▶ [Input data]

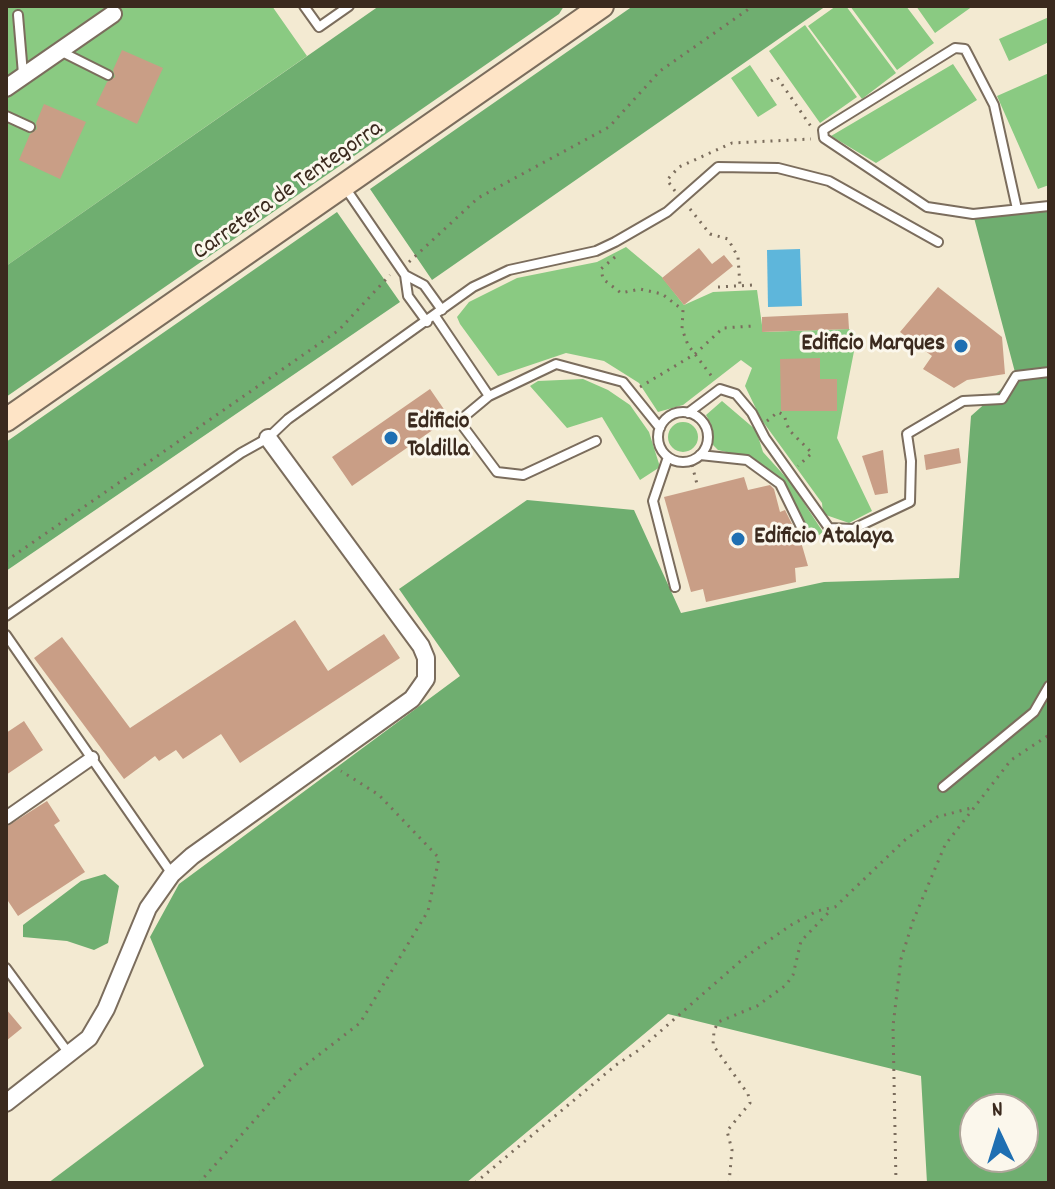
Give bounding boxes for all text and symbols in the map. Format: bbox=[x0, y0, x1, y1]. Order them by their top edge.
street label: Carretera de Tentegorra bbox=[189, 116, 389, 268]
place label: Edificio Marques bbox=[801, 332, 945, 360]
marker: Edificio Marques bbox=[952, 337, 970, 355]
place label: Edificio Toldilla bbox=[407, 410, 469, 466]
marker: Edificio Toldilla bbox=[382, 429, 400, 447]
place label: Edificio Atalaya bbox=[754, 525, 893, 553]
marker: Edificio Atalaya bbox=[729, 530, 747, 548]
north arrow bbox=[959, 1093, 1039, 1173]
text: N bbox=[991, 1095, 1004, 1126]

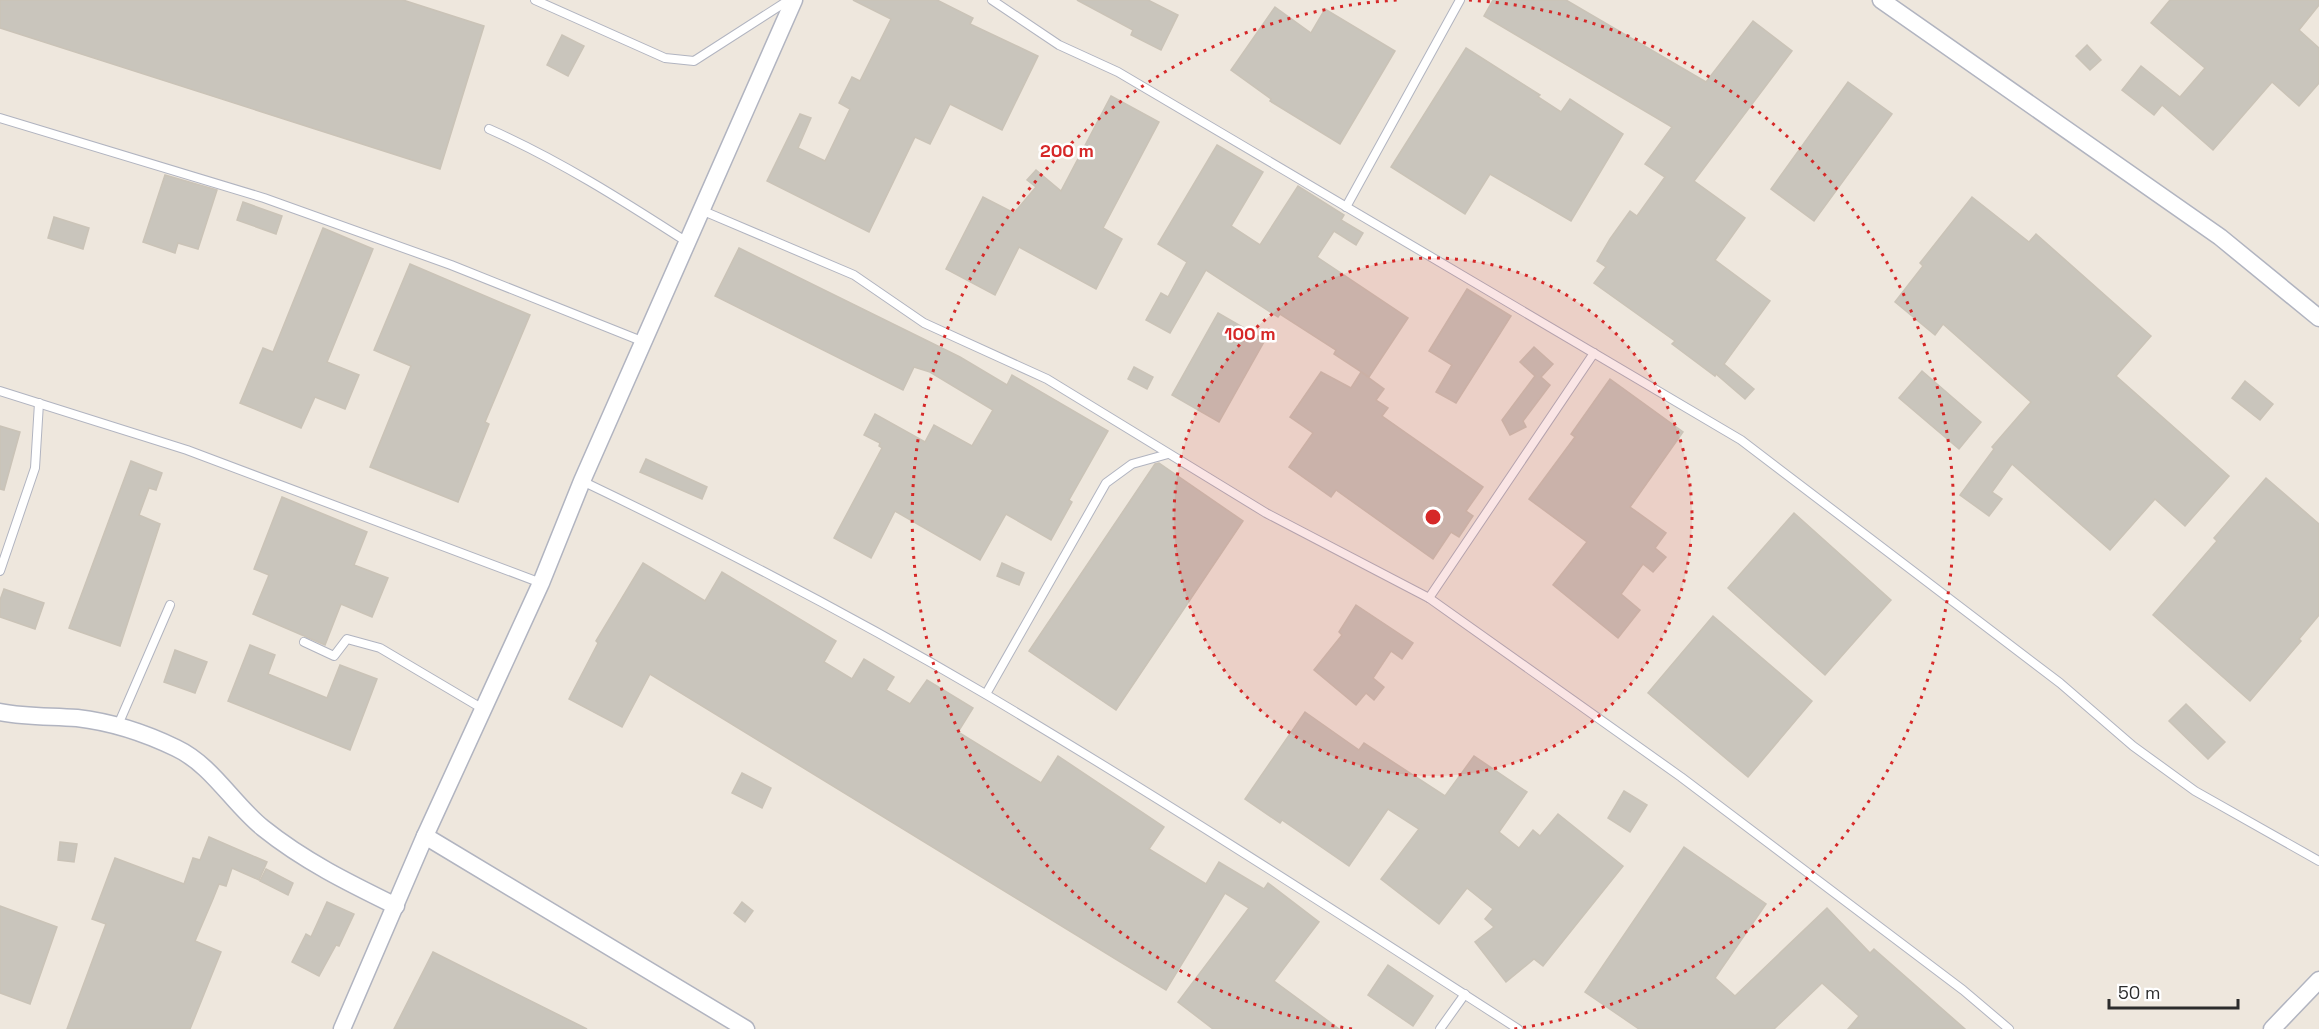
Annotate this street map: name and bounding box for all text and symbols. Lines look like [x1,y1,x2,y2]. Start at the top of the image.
text: 200 m [1040,139,1094,162]
text: 100 m [1224,322,1276,345]
centre of rings [1423,507,1443,527]
scale bar [2109,972,2238,1010]
text: 50 m [2118,981,2160,1004]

▶ [Required action]
Your answer must be an exact transcription of the records above, minus the pictures.

▶ [Result for this task]
Give bounding boxes for all text and symbols in the map. Format: bbox=[x0, y0, x1, y1]. Order them by their top edge.
street label: Carretera de Tentegorra bbox=[189, 116, 389, 268]
place label: Edificio Marques bbox=[801, 332, 945, 360]
marker: Edificio Marques bbox=[952, 337, 970, 355]
place label: Edificio Toldilla bbox=[407, 410, 469, 466]
marker: Edificio Toldilla bbox=[382, 429, 400, 447]
place label: Edificio Atalaya bbox=[754, 525, 893, 553]
marker: Edificio Atalaya bbox=[729, 530, 747, 548]
north arrow bbox=[959, 1093, 1039, 1173]
text: N bbox=[991, 1095, 1004, 1126]

Annotate this street map: name and bounding box for all text and symbols. Lines look like [x1,y1,x2,y2]. Start at the top of the image.
text: 200 m [1040,139,1094,162]
text: 100 m [1224,322,1276,345]
centre of rings [1423,507,1443,527]
scale bar [2109,972,2238,1010]
text: 50 m [2118,981,2160,1004]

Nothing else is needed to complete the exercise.